Finally: a feel-good show about sex

Philly Fringe 2017: Tiel Guarino and HoneyTree EvilEye's 'A List of Common Misconceptions'

In
3 minute read
No yucking the yum! (Photo by Diane Cotrim.)
No yucking the yum! (Photo by Diane Cotrim.)

Tiel Guarino and HoneyTree EvilEye, of Polyglamorous Productions, must have bugged my Christian high-school classrooms. How else could their Fringe show, which promised to “enlighten, entertain, and weird you the hell out,” get right what was so, so wrong about my education? For a run of four performances, East Passyunk’s Adobe Café played host to A List of Common Misconceptions in a flawlessly glum and flaky upstairs venue.

It was the perfect place for Tiel, HoneyTree, and an irresistible ensemble to transport us to the after-school special we never knew we always wanted (and needed).

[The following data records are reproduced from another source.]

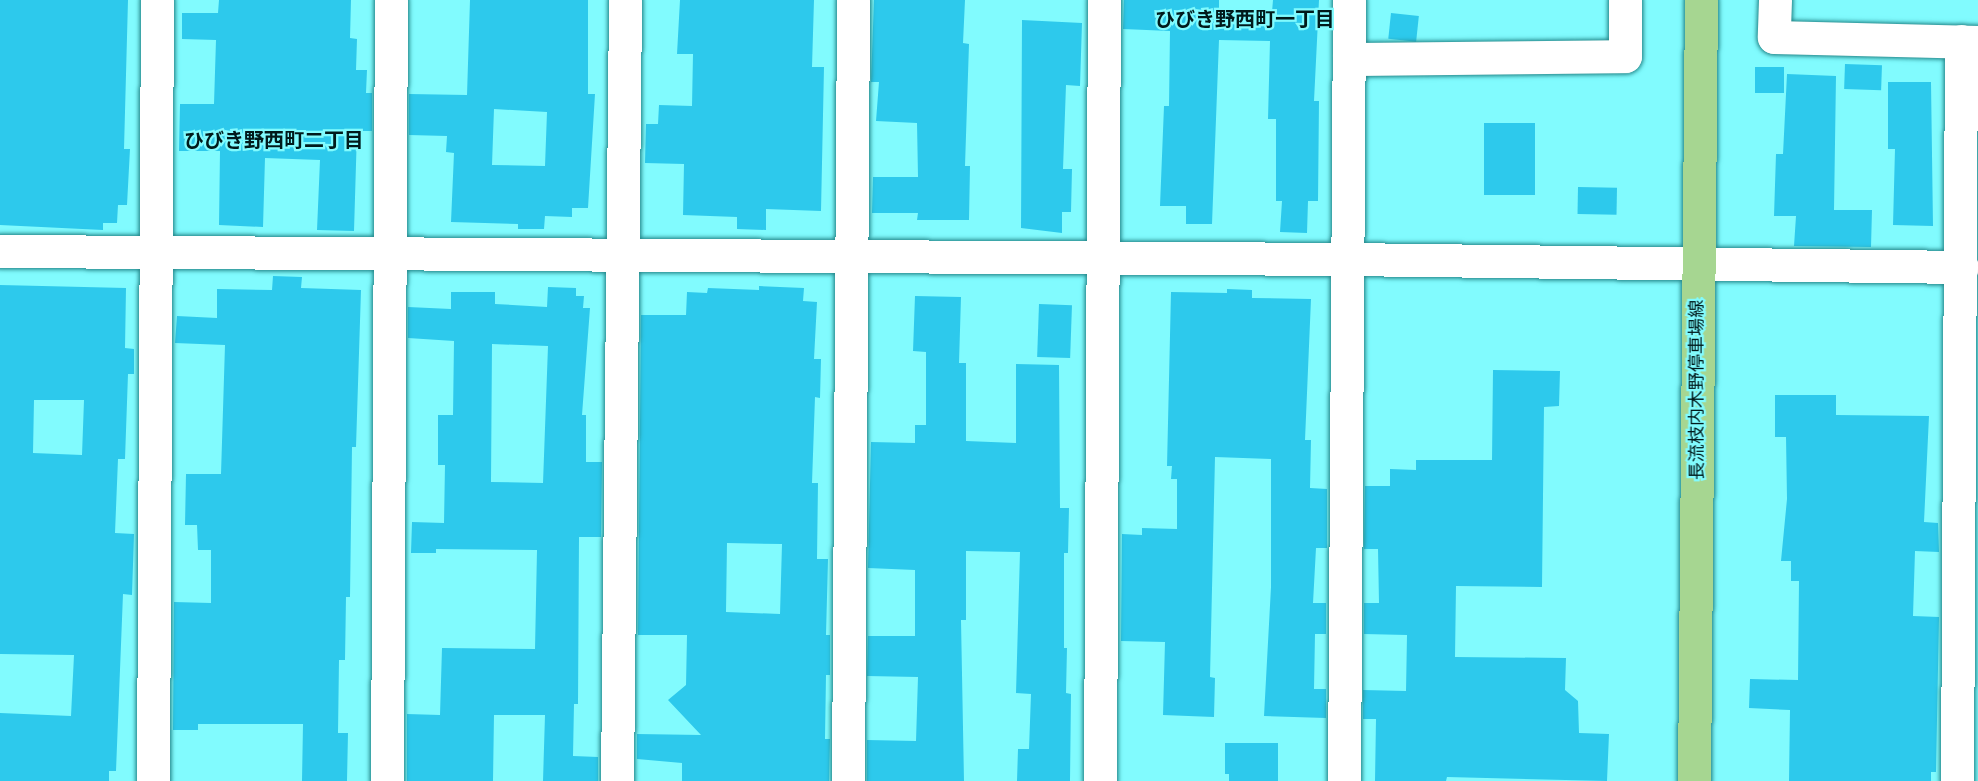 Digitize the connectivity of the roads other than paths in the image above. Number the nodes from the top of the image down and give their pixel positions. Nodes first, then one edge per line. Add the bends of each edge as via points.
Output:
1 (158, 0) edge
2 (391, 0) edge
3 (625, 0) edge
4 (853, 0) edge
5 (1104, 0) edge
6 (1349, 0) edge
7 (1625, 0) edge
8 (1701, 0) edge
9 (1775, 0) edge
10 (1970, 41) edge
11 (1349, 59) junction
12 (157, 250) junction
13 (0, 251) edge
14 (623, 253) junction
15 (389, 255) junction
16 (851, 258) junction
17 (1102, 259) junction
18 (1345, 259) junction
19 (1698, 267) junction
20 (1962, 267) junction
21 (153, 781) edge
22 (387, 781) edge
23 (617, 781) edge
24 (848, 781) edge
25 (1100, 781) edge
26 (1344, 781) edge
27 (1694, 781) edge
28 (1957, 781) edge

1 - 12 street
2 - 15 street
3 - 14 street
4 - 16 street
5 - 17 street
6 - 11 street
7 - 11 street via 1625,56
8 - 19 main road, 長流枝内木野停車場線
9 - 10 street via 1774,36
10 - 20 street
11 - 18 street
12 - 13 street
12 - 15 street
12 - 21 street
14 - 15 street
14 - 16 street
14 - 23 street
15 - 22 street
16 - 17 street
16 - 24 street
17 - 18 street
17 - 25 street
18 - 19 street
18 - 26 street
19 - 20 street
19 - 27 main road, 長流枝内木野停車場線
20 - 28 street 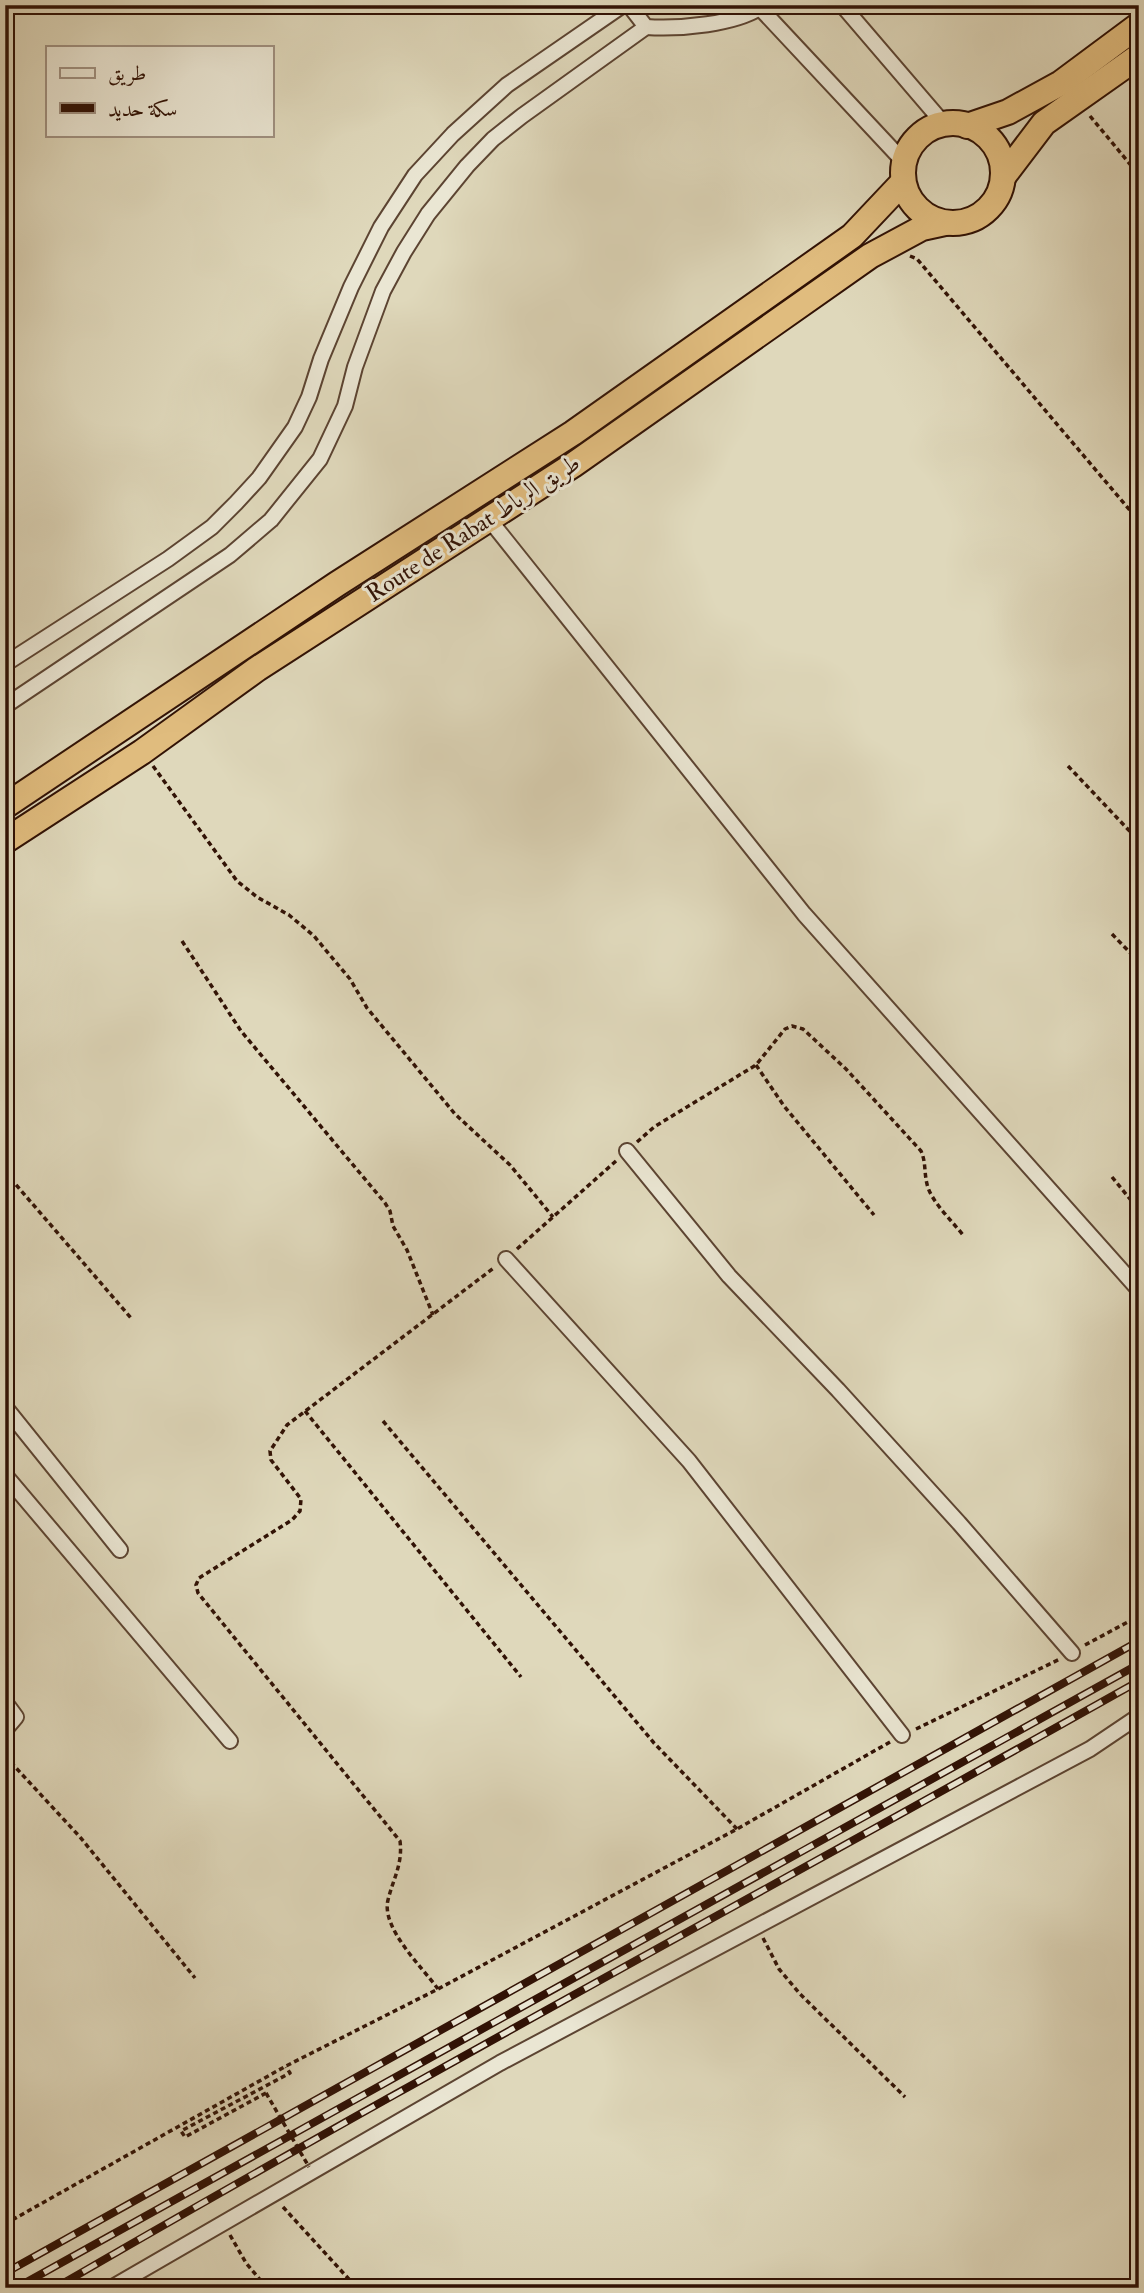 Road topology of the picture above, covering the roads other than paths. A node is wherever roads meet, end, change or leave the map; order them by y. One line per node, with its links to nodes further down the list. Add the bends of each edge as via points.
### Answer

A staircase with crumbling plastic edge-treads led to a large, low-ceilinged room. Water-stained tiles covered the ceiling, with dusky red carpet and a wooden dance floor below. A giant mirror flanked by aggressively faux-brick accents was lit by bulbs in recessed squares paved with a sparkly white popcorn finish.

Their small, carpeted rectangle of a stage looked like something the City of Philadelphia would require you to seal in plastic for disposal.

The science of Scotch tape

Principal Montgomery Schill called this Creek County school assembly, emceed by Noodlemonster McSqueedlecheese, an effervescent frog (HoneyTree) who promised to never “yuck your yum,” and Beth, a deadpan goth fairy with electric-blue hair and the means to take control whenever necessary (Tiel).

They squared off with Dr. Hicks, from “the straight cis-guy foundation to make sure everyone is being objective enough.” He knows all the scientific reasons men are naturally strong, logical, and promiscuous, while women are sensitive and romantic. There’s also Noodlemonster’s nemesis, her sister Prudence Sandyvagina, of the What You Want Doesn’t Matter Foundation.

Prudence’s lesson on STDs (that they’re disgusting, fatal, incurable conditions with no treatment and no means of prevention besides abstinence) squared pretty well with my own high school's “health” curriculum. She demonstrated that the more times you stick a piece of tape to someone’s skin, the yuckier and more useless it gets — just like women who have had multiple partners.

Mary Magdalene, IUDs, and the sex positive truth

Fortunately, in a show encompassing live music, burlesque, theater, and drag, Noodlemonster had more up her velvety lime-green sleeves. Veronica Vicious melded a silky striptease with verbal commentary on the mendacious associations that turned Mary Magdalene into a sex worker (“Who wanted to admit that a woman was a disciple of Christ?”) and Iguana B. Lyzard offered a new exploration of the chastity belt.

Earnest, nubile, take-no-prisoners Gertrude (Minnie Crisis) offered a pellucid primer on sex-positive people: they’re not all bisexual women. They can be sex-positive and have zero partners, or one, or many. They might be sluts. Or not. Either way, this is not an open invitation to hit on them. They’re not sex-positive for the sake of feminism — but sex-positivity does just happen to be more feminist than the alternative.

There was a guitar paean to IUDs; we learned why venerating virginity is just another aspect of rape culture; and, FYI, “we all have herpes (and probably HPV too).” We also got a visceral demonstration of what happens when teenagers who are denied responsible information on sex must process the fallacious, risky, overwrought sexuality of contemporary mass media.

As one of HoneyTree EvilEye’s onstage alter egos pointed out, if we let a paternalistic society control our bodies and dictate whom and what we desire, there’s nothing they can’t control.